> _EXERCISE DIRECTIONS_: From the listing below, copy every line with the word "sans".
....
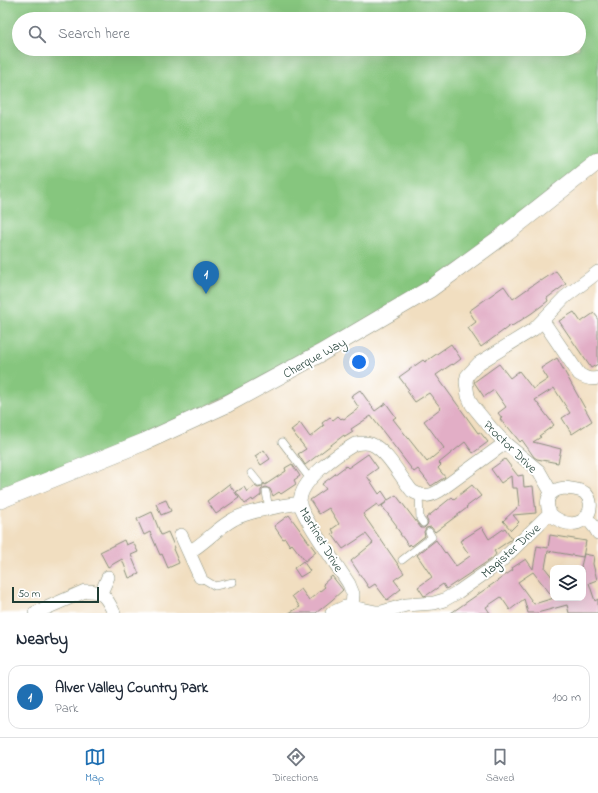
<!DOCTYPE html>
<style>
:root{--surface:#fff;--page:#f6f6f7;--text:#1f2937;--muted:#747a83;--line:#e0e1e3;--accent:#1f6fb2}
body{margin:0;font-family:"Indie Flower",sans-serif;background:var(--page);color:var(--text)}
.controls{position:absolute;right:12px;bottom:12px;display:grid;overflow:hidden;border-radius:8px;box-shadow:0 4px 16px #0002}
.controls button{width:36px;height:36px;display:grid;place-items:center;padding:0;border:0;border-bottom:1px solid var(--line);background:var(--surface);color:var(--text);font:20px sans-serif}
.scale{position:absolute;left:12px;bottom:10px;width:87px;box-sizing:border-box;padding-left:4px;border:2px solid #1f3d34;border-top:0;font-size:11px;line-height:14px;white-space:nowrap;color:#1f3d34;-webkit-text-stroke:3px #fff;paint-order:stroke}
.you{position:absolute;left:359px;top:362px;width:14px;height:14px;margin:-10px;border:3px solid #fff;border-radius:50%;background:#1a73e8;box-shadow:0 0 0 6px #1a73e833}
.badge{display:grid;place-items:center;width:26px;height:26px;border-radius:50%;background:var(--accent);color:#fff;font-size:13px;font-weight:700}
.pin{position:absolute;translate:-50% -33px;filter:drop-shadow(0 1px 2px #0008)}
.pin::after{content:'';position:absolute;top:21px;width:14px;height:12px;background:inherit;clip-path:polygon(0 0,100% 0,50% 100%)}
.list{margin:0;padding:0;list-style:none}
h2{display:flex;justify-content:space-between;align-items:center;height:52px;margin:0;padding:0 16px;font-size:17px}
h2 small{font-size:13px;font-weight:400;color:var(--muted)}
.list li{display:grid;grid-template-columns:26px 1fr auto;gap:12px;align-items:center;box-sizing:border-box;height:64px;margin:0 8px 8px;padding:0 8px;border:1px solid var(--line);border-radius:12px}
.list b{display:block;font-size:15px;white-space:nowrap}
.list p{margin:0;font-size:13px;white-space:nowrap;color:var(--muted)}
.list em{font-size:13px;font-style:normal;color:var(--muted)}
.icon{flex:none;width:22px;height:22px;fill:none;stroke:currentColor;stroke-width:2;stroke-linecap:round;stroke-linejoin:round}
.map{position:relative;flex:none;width:598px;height:613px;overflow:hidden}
.search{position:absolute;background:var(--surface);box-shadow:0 4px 16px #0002;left:12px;right:12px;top:12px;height:44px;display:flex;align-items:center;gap:10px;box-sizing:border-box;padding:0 14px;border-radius:22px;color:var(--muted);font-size:15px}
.sheet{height:124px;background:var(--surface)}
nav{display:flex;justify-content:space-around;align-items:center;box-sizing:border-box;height:56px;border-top:1px solid var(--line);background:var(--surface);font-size:11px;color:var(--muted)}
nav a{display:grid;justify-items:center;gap:2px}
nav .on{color:var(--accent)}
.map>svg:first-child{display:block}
.green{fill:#86c67e;stroke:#528259;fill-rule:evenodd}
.building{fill:#e2aec6}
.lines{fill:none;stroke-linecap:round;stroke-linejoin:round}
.service-casing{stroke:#888e7a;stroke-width:8}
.minor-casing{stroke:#888e7a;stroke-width:14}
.tertiary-casing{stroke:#888e7a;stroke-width:18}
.service{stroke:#fff;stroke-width:7}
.minor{stroke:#fff;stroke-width:13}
.tertiary{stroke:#fff;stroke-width:17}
.labels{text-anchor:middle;stroke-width:4;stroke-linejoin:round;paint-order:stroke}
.street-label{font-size:13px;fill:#1f3d34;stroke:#fff}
</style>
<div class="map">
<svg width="598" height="613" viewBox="0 0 598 613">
<rect width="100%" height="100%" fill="#fff"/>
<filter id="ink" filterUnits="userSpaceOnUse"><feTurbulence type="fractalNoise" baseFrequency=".025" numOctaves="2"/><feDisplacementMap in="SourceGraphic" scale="8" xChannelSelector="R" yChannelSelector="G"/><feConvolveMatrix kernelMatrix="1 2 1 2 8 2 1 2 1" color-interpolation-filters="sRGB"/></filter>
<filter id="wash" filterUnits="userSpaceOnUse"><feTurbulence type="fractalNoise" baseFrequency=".012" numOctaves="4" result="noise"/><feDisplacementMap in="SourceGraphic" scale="16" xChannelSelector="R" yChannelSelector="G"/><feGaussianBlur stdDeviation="0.9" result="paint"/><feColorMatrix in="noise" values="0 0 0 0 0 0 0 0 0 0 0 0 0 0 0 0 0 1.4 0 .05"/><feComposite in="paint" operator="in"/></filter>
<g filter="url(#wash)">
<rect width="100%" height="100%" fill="#f1dec0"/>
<path class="green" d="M0,0H598V152L504,235L321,353L0,502ZM19,19H579V49H19Z"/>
<g id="blocks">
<path class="building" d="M556,271L566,284L547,298L548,301L532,313L512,326L511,325L481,347L468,328L476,322L469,311L504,286L513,299L540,280L541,281Z
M574,312L581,322L594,313L598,318V364L591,368L559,321Z
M451,344L461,359L453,365L452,364L436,375L478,433L480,432L488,442L473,453L465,442L439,463L441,465L438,468L445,477L431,486L418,469L414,472L371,416L351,429L353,432L345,437L344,435L305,465L298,454L306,449L291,430L300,423L310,437L324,426L322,423L330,417L333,420L338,416L341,419L342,418L344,419L359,408L351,396L360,390L375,411L386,403L396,417L393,419L427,462L444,448L424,421L441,408L429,393L415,402L407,391L409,390L399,377L423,360L425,362Z
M557,358L592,421L572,434L562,418L570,413L554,388L535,400L554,425L539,436L541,437L533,442L561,449L558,463L537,459L534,457L522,440L520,442L508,427L507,428L500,419L502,418L498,413L506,407L494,390L484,397L474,382L499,364L510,378L519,371L533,389L548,379L541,368Z
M264,450L270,459L261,465L255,456Z
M368,454L378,468L367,476L379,494L382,491L388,500L396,495L421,528H424L427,525L428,522L426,518L452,497L454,499L472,485L481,496L466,507L467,508L435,532L431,527L426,528L424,532L425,536L412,546L410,544L409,546L400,534H401L396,527L397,526L382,506L388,501L379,507L377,504L363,514L404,573L394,580L401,589L387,600L375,584L369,588L351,561L373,543L366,534L343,549L332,534L334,533L332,529L339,524L329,508L319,514L310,500L326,489L322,484L346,466L348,468Z
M505,459L518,476L523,475L524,487L533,486L536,513L513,515L519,522L511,530L503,521L519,506L517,488H512L511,476L501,483L491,469Z
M292,464L300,476L294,480L296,484L281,494L279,492L273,496L270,489L265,487L261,490V495L253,501L252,499L245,504L236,492L244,487L247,492L255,486L258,488L262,487L264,483L265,485L286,471L285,468Z
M229,484L239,498L216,514L207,501Z
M166,500L171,511L161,515L156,504Z
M152,512L161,535L168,532L175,548L173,549L179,563L168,568L162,554L160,555L150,532L144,535L137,519Z
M289,515L316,552L305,561L292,544L290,546L285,538L283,539L274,526Z
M482,527L489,539L505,528L512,539L494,551L496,554L493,558L446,589L443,584L427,595L424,596L418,587L432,577L417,555L436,540L445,553L446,552L456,566L470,556L460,541Z
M550,535L586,541L583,557L548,551L545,568L553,578V597L533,572L518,582L534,604L554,598H583V571L581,566L584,554L594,556L593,564L597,580L589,583L595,601L598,599V613H569L567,605L537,613H528L524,599L510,610L501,597L486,607L490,613H451L513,570L512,568L526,559L533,569L537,546L548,548Z
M124,540L126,545L133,542L138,552L131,555L139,574L129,578L122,559L108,567L100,552Z
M303,561L310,571L300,577L294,568Z
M332,576L343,590L332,600L316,613H289L300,607L292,596L301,589L309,600L325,587L323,584Z"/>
</g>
</g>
<g filter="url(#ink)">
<use href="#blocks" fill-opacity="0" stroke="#888e7a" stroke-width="1"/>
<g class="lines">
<defs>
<path id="service" d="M282,442L310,479
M251,473L259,483
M266,492L269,509
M419,495L420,519L423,523
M402,560L432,537L429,532
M200,577L215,586L233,582"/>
<path id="minor" d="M543,321L579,374C585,378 590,380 598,378
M565,488C571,489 580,489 585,493C598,505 586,530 563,522C558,520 551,516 549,511C544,497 552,489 565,488Z
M551,492L539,471L505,443L491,428L472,405L468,396L466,382L467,376L479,363L534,329L565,297L598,272
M587,518L595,528L598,533
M181,535L200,577
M189,552C205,543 217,528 234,519C250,510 281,506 300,503
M101,593L108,577
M352,607L353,594L349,584C341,571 300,514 300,503C299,480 338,454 355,444C360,443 366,442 371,444C387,450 401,478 412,491C422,497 429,497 439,491L505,443
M35,613L85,591C103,590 107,598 114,613
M332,613L345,607H352L376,612H382L406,605L434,603L444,600L458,592L498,564L550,513"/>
<path id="tertiary" d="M0,500L144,442L227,404L321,353L430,289L504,235L598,161"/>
</defs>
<use href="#service" class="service-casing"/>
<use href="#minor" class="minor-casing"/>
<use href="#tertiary" class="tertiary-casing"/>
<use href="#service" class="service"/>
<use href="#minor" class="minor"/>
<use href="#tertiary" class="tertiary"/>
</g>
</g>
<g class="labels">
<g class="street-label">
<text transform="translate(314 357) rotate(-29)" y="5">Cherque Way</text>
<text transform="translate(511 446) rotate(44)" y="5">Proctor Drive</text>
<text transform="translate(322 539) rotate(59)" y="5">Martinet Drive</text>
<text transform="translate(510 550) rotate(-42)" y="5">Magister Drive</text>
</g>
</g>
</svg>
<div class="controls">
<button><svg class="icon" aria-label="layers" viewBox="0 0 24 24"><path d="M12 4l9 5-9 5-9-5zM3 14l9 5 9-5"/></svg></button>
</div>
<div class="scale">50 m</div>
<div class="you"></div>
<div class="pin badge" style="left:206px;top:294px">1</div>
<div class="search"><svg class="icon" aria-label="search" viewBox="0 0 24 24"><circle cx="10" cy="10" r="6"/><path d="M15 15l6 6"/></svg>Search here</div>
</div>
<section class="sheet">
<h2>Nearby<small></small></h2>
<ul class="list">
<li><span class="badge">1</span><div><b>Alver Valley Country Park</b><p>Park</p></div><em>100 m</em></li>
</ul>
</section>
<nav>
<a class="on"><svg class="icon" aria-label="map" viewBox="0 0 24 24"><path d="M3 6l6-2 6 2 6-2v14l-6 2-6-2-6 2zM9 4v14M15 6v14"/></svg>Map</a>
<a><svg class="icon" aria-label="directions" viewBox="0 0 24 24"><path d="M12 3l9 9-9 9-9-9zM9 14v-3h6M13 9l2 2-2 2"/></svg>Directions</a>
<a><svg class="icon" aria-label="saved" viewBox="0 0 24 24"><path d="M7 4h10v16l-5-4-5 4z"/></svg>Saved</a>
</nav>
....
> _TASK OUTPUT_:
body{margin:0;font-family:"Indie Flower",sans-serif;background:var(--page);color:var(--text)}
.controls button{width:36px;height:36px;display:grid;place-items:center;padding:0;border:0;border-bottom:1px solid var(--line);background:var(--surface);color:var(--text);font:20px sans-serif}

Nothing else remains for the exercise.